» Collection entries
>>

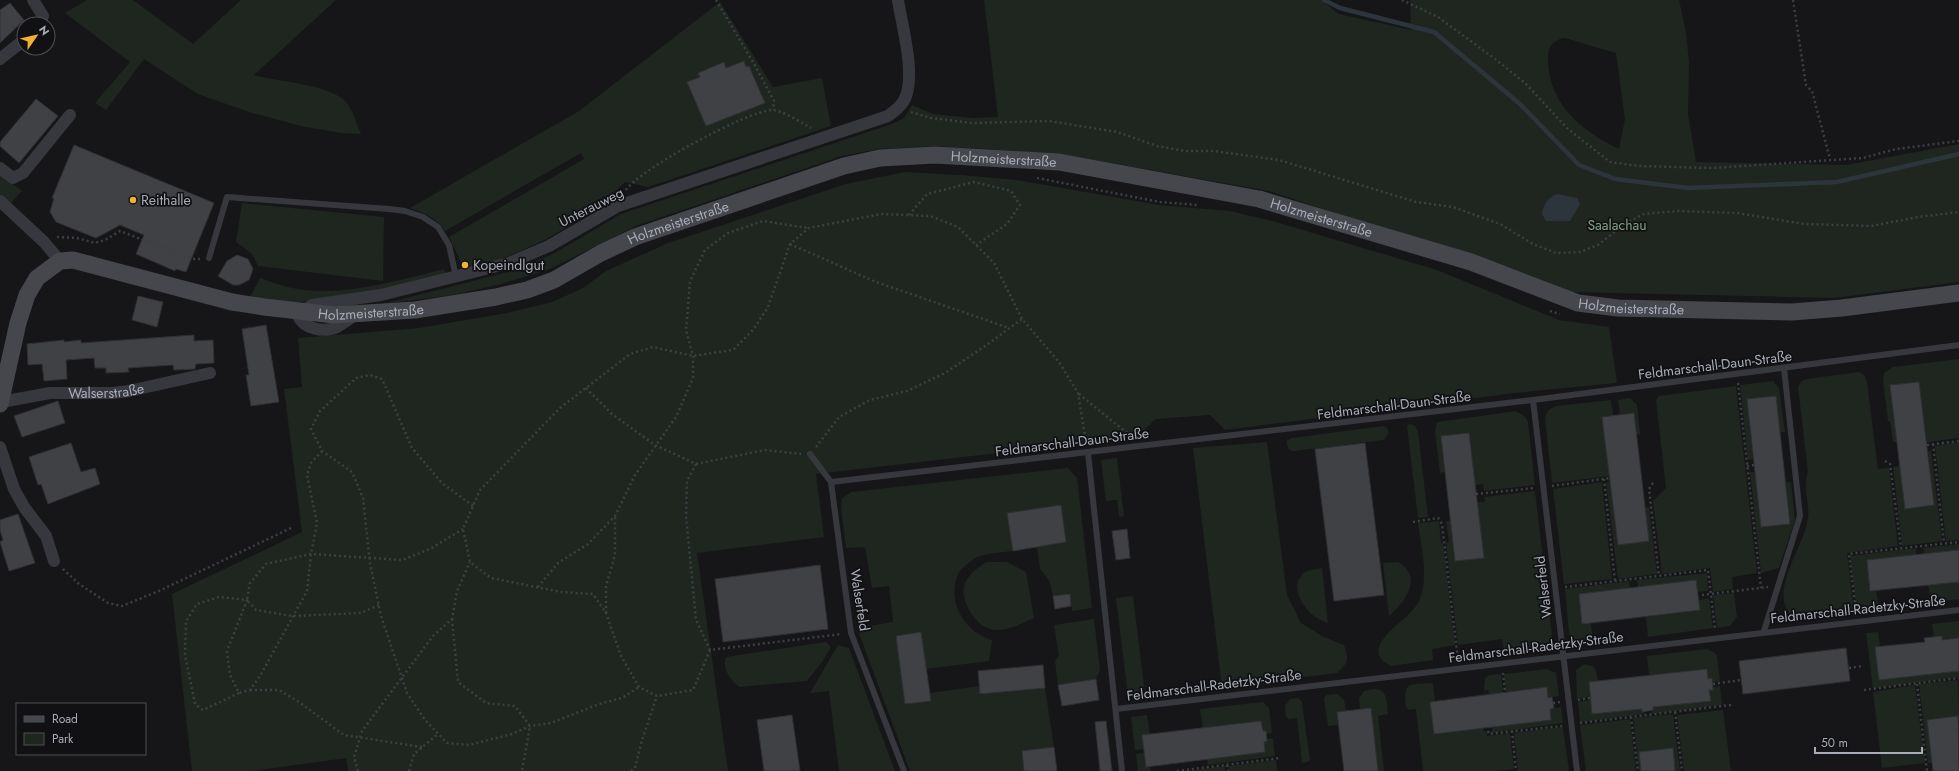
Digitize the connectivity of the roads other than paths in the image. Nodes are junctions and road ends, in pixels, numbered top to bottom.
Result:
1 (33, 0) edge
2 (898, 0) edge
3 (43, 16) edge
4 (16, 46) edge
5 (0, 59) edge
6 (70, 115) dead end
7 (0, 168) edge
8 (0, 201) edge
9 (209, 258) road end
10 (60, 261) junction
11 (456, 277) junction
12 (1959, 293) edge
13 (300, 313) junction
14 (1959, 345) edge
15 (1784, 368) junction
16 (210, 373) dead end
17 (1533, 400) junction
18 (0, 403) edge
19 (0, 447) edge
20 (1088, 453) junction
21 (810, 454) road end
22 (831, 482) junction
23 (54, 561) road end
24 (1959, 610) edge
25 (1764, 631) junction
26 (1563, 656) junction
27 (1116, 709) junction
28 (904, 771) edge
29 (1122, 771) edge
30 (1577, 771) edge

1 - 3 street
2 - 11 street, Unterauweg
4 - 5 street
6 - 7 street
8 - 10 street
9 - 11 lane
10 - 13 street, Holzmeisterstraße
10 - 18 street, Walserstraße
11 - 13 street, Unterauweg
12 - 13 street, Holzmeisterstraße
14 - 15 lane, Feldmarschall-Daun-Straße
15 - 17 lane, Feldmarschall-Daun-Straße
15 - 25 lane
16 - 18 street, Walserstraße
17 - 20 lane, Feldmarschall-Daun-Straße
17 - 26 lane, Walserfeld
19 - 23 street
20 - 22 lane, Feldmarschall-Daun-Straße
20 - 27 lane
21 - 22 lane, Walserfeld
22 - 28 lane, Walserfeld
24 - 25 lane, Feldmarschall-Radetzky-Straße
25 - 26 lane, Feldmarschall-Radetzky-Straße
26 - 27 lane, Feldmarschall-Radetzky-Straße
26 - 30 lane, Walserfeld
27 - 29 lane

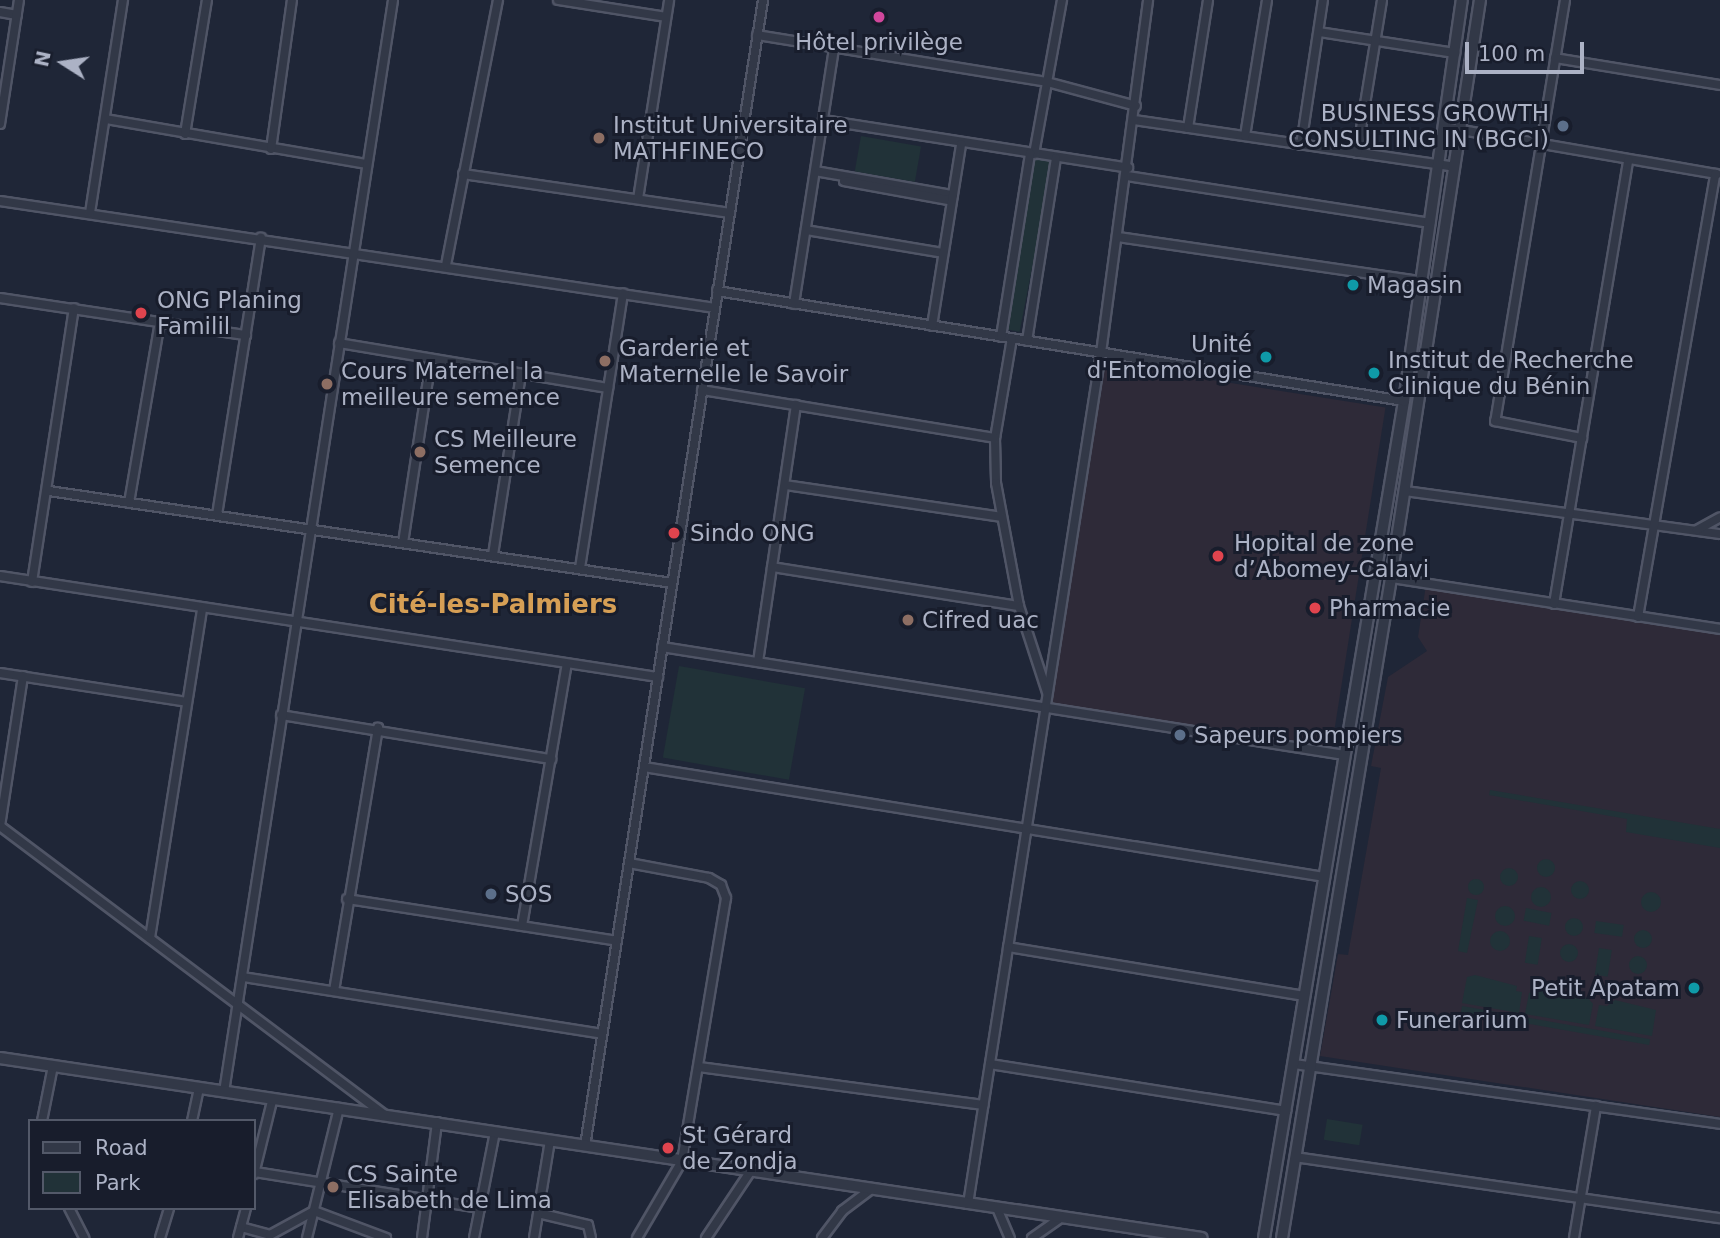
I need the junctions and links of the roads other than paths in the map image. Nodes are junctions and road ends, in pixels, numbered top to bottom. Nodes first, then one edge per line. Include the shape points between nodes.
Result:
1 (19, 0) edge
2 (123, 0) edge
3 (207, 0) edge
4 (292, 0) edge
5 (393, 0) edge
6 (498, 0) edge
7 (558, 0) edge
8 (669, 0) edge
9 (763, 0) edge
10 (1148, 0) edge
11 (1208, 0) edge
12 (1267, 0) edge
13 (1323, 0) edge
14 (1382, 0) edge
15 (1462, 0) edge
16 (1480, 0) edge
17 (1564, 0) edge
18 (1059, 1) edge
19 (0, 12) edge
20 (16, 15) junction
21 (666, 17) junction
22 (1319, 32) junction
23 (757, 35) junction
24 (1375, 41) junction
25 (834, 48) junction
26 (1455, 53) junction
27 (1555, 58) junction
28 (1047, 82) junction
29 (1720, 85) edge
30 (2, 104) edge
31 (1136, 106) junction
32 (106, 119) junction
33 (823, 120) junction
34 (1135, 120) junction
35 (0, 124) edge
36 (1444, 127) junction
37 (1188, 128) junction
38 (1460, 130) junction
39 (185, 134) junction
40 (1245, 136) junction
41 (961, 144) junction
42 (1301, 145) junction
43 (1540, 146) junction
44 (271, 149) junction
45 (1357, 153) junction
46 (1032, 154) junction
47 (1056, 158) junction
48 (1628, 160) junction
49 (366, 164) junction
50 (1438, 164) junction
51 (1455, 167) junction
52 (1128, 172) junction
53 (463, 174) junction
54 (814, 174) junction
55 (1717, 175) edge
56 (950, 197) junction
57 (638, 199) junction
58 (0, 201) edge
59 (90, 213) junction
60 (730, 213) junction
61 (1430, 223) junction
62 (806, 230) junction
63 (261, 237) junction
64 (1118, 237) junction
65 (354, 251) junction
66 (943, 253) junction
67 (446, 265) junction
68 (1421, 281) junction
69 (717, 291) junction
70 (623, 293) junction
71 (0, 298) edge
72 (794, 304) junction
73 (74, 308) junction
74 (715, 308) junction
75 (160, 321) junction
76 (932, 326) junction
77 (246, 335) junction
78 (1001, 337) junction
79 (1012, 338) junction
80 (1027, 341) junction
81 (339, 343) junction
82 (1101, 353) junction
83 (431, 360) junction
84 (520, 375) junction
85 (608, 388) junction
86 (702, 390) junction
87 (1404, 401) junction
88 (796, 405) junction
89 (995, 438) junction
90 (1582, 438) junction
91 (785, 485) junction
92 (49, 491) junction
93 (1405, 491) junction
94 (130, 503) junction
95 (1569, 514) junction
96 (217, 515) junction
97 (1002, 517) junction
98 (1720, 517) edge
99 (1654, 526) junction
100 (1697, 530) junction
101 (310, 532) junction
102 (1720, 534) edge
103 (403, 543) junction
104 (494, 555) junction
105 (772, 567) junction
106 (580, 568) junction
107 (0, 576) edge
108 (1391, 578) junction
109 (32, 582) junction
110 (672, 583) junction
111 (1555, 604) junction
112 (1019, 606) junction
113 (202, 610) junction
114 (1638, 617) junction
115 (295, 625) junction
116 (1720, 629) edge
117 (662, 647) junction
118 (758, 662) junction
119 (567, 664) junction
120 (0, 673) edge
121 (23, 676) junction
122 (657, 677) junction
123 (1048, 694) junction
124 (187, 702) junction
125 (1046, 708) junction
126 (281, 715) junction
127 (378, 728) junction
128 (1345, 755) junction
129 (551, 759) junction
130 (644, 767) junction
131 (1027, 829) junction
132 (629, 863) junction
133 (1325, 877) junction
134 (347, 899) junction
135 (522, 926) junction
136 (150, 938) junction
137 (617, 941) junction
138 (1007, 947) junction
139 (243, 977) junction
140 (334, 991) junction
141 (1305, 996) junction
142 (240, 1005) junction
143 (602, 1034) junction
144 (0, 1058) edge
145 (990, 1064) junction
146 (1294, 1064) junction
147 (53, 1066) junction
148 (1310, 1066) junction
149 (699, 1067) junction
150 (199, 1088) junction
151 (223, 1092) junction
152 (272, 1101) junction
153 (983, 1105) junction
154 (1596, 1106) junction
155 (339, 1108) junction
156 (1286, 1111) junction
157 (384, 1114) junction
158 (41, 1119) edge
159 (191, 1119) edge
160 (437, 1122) junction
161 (1720, 1124) edge
162 (495, 1132) junction
163 (550, 1140) junction
164 (585, 1146) junction
165 (1295, 1157) junction
166 (682, 1161) junction
167 (256, 1167) edge
168 (750, 1172) junction
169 (256, 1175) edge
170 (321, 1181) junction
171 (870, 1189) junction
172 (1581, 1199) junction
173 (426, 1201) junction
174 (968, 1204) junction
175 (480, 1208) junction
176 (997, 1208) junction
177 (70, 1210) edge
178 (168, 1210) edge
179 (245, 1210) edge
180 (314, 1211) junction
181 (538, 1213) junction
182 (1062, 1217) junction
183 (1720, 1218) edge
184 (241, 1227) junction
185 (84, 1238) edge
186 (160, 1238) edge
187 (239, 1238) edge
188 (307, 1238) edge
189 (386, 1238) edge
190 (422, 1238) edge
191 (474, 1238) edge
192 (534, 1238) edge
193 (591, 1238) edge
194 (637, 1238) edge
195 (706, 1238) edge
196 (822, 1238) edge
197 (1010, 1238) edge
198 (1032, 1238) edge
199 (1202, 1238) edge
200 (1264, 1238) edge
201 (1282, 1238) edge
202 (1574, 1238) edge

1 - 20 street
2 - 32 street
3 - 39 street
4 - 44 street
5 - 49 street
6 - 53 street
7 - 21 street
8 - 21 street
9 - 23 street
10 - 31 street
11 - 37 street
12 - 40 street
13 - 22 street
14 - 24 street
15 - 26 street
16 - 38 street
17 - 27 street
18 - 28 street
19 - 20 street
20 - 30 street
21 - 57 street
22 - 24 street
22 - 42 street
23 - 25 street
23 - 60 street
24 - 26 street
24 - 45 street
25 - 28 street
25 - 33 street
26 - 36 street
27 - 29 street
27 - 43 street
28 - 31 street
28 - 46 street
30 - 35 street
31 - 34 street
32 - 39 street
32 - 59 street
33 - 41 street
33 - 54 street
34 - 37 street
34 - 52 street
36 - 38 street
36 - 50 street
37 - 40 street
38 - 43 street
38 - 51 street
39 - 44 street
40 - 42 street
41 - 46 street
41 - 56 street
42 - 45 street
43 - 48 street
43 - 90 street via 1495,421
44 - 49 street
45 - 50 street
46 - 47 street
46 - 78 street
47 - 52 street
47 - 80 street
48 - 55 street
48 - 90 street
49 - 65 street
50 - 51 street
50 - 61 street
51 - 93 street
52 - 61 street
52 - 64 street
53 - 57 street
53 - 67 street
54 - 56 street
54 - 62 street
55 - 99 street
56 - 66 street
57 - 60 street
58 - 59 street
59 - 63 street
60 - 69 street
61 - 68 street
62 - 66 street
62 - 72 street
63 - 65 street
63 - 77 street
64 - 68 street
64 - 82 street
65 - 67 street
65 - 81 street
66 - 76 street
67 - 70 street
68 - 87 street
69 - 72 street
69 - 74 street
70 - 74 street
70 - 85 street
71 - 73 street
72 - 76 street
73 - 75 street
73 - 92 street
74 - 86 street
75 - 77 street
75 - 94 street
76 - 78 street
77 - 96 street
78 - 79 street
79 - 80 street
79 - 89 street
80 - 82 street
81 - 83 street
81 - 101 street
82 - 87 street
82 - 123 street
83 - 84 street
83 - 103 street
84 - 85 street
84 - 104 street
85 - 106 street
86 - 88 street
86 - 110 street
87 - 128 street
88 - 89 street
88 - 91 street
89 - 97 street
90 - 95 street
91 - 97 street
91 - 105 street
92 - 94 street
92 - 109 street
93 - 95 street
93 - 108 street
94 - 96 street
95 - 99 street
95 - 111 street
96 - 101 street
97 - 112 street
98 - 100 street
99 - 100 street
99 - 114 street
100 - 102 street
101 - 103 street
101 - 115 street
103 - 104 street
104 - 106 street
105 - 112 street
105 - 118 street
106 - 110 street
107 - 109 street
108 - 111 street
108 - 148 street
109 - 113 street
110 - 117 street
111 - 114 street
112 - 123 street
113 - 115 street
113 - 124 street
114 - 116 street
115 - 119 street
115 - 126 street
117 - 118 street
117 - 122 street
118 - 125 street
119 - 122 street
119 - 129 street
120 - 121 street
121 - 124 street
121 - 136 street via 0,826
122 - 130 street
123 - 125 street
124 - 136 street
125 - 128 street
125 - 131 street
126 - 127 street
126 - 139 street
127 - 129 street
127 - 134 street
128 - 133 street
129 - 135 street
130 - 131 street
130 - 132 street
131 - 133 street
131 - 138 street
132 - 137 street
132 - 149 street via 709,878 722,885 726,898
133 - 141 street
134 - 135 street
134 - 140 street
135 - 137 street
136 - 142 street
137 - 143 street
138 - 141 street
138 - 145 street
139 - 140 street
139 - 142 street
140 - 143 street
141 - 146 street
142 - 151 street
142 - 157 street
143 - 164 street
144 - 147 street
145 - 153 street
145 - 156 street
146 - 148 street
146 - 156 street
147 - 150 street
147 - 158 street
148 - 154 street
148 - 165 street
149 - 153 street
149 - 166 street
150 - 151 street
150 - 159 street
151 - 152 street
152 - 155 street
152 - 167 street
153 - 174 street
154 - 161 street
154 - 172 street
155 - 157 street
155 - 170 street
156 - 200 street
157 - 160 street
160 - 162 street
160 - 173 street
162 - 163 street
162 - 175 street
163 - 164 street
163 - 181 street
164 - 166 street
165 - 172 street
165 - 201 street
166 - 168 street
166 - 194 street
168 - 171 street
168 - 195 street
169 - 170 street
170 - 173 street
170 - 180 street
171 - 174 street
171 - 196 street via 842,1211
172 - 183 street
172 - 202 street
173 - 175 street
173 - 190 street
174 - 176 street
175 - 191 street
176 - 182 street
176 - 197 street
177 - 185 street
178 - 186 street
179 - 184 street
180 - 184 street via 271,1235
180 - 188 street
180 - 189 street
181 - 192 street
181 - 193 street via 588,1225
182 - 198 street
182 - 199 street
184 - 187 street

<<

» YOUR OBJECTIVE
If a line in the data above includes the string "junctions", copy it.

» REPLY TO THE TASK
Digitize the connectivity of the roads other than paths in the image. Nodes are junctions and road ends, in pixels, numbered top to bottom.
I need the junctions and links of the roads other than paths in the map image. Nodes are junctions and road ends, in pixels, numbered top to bottom. Nodes first, then one edge per line. Include the shape points between nodes.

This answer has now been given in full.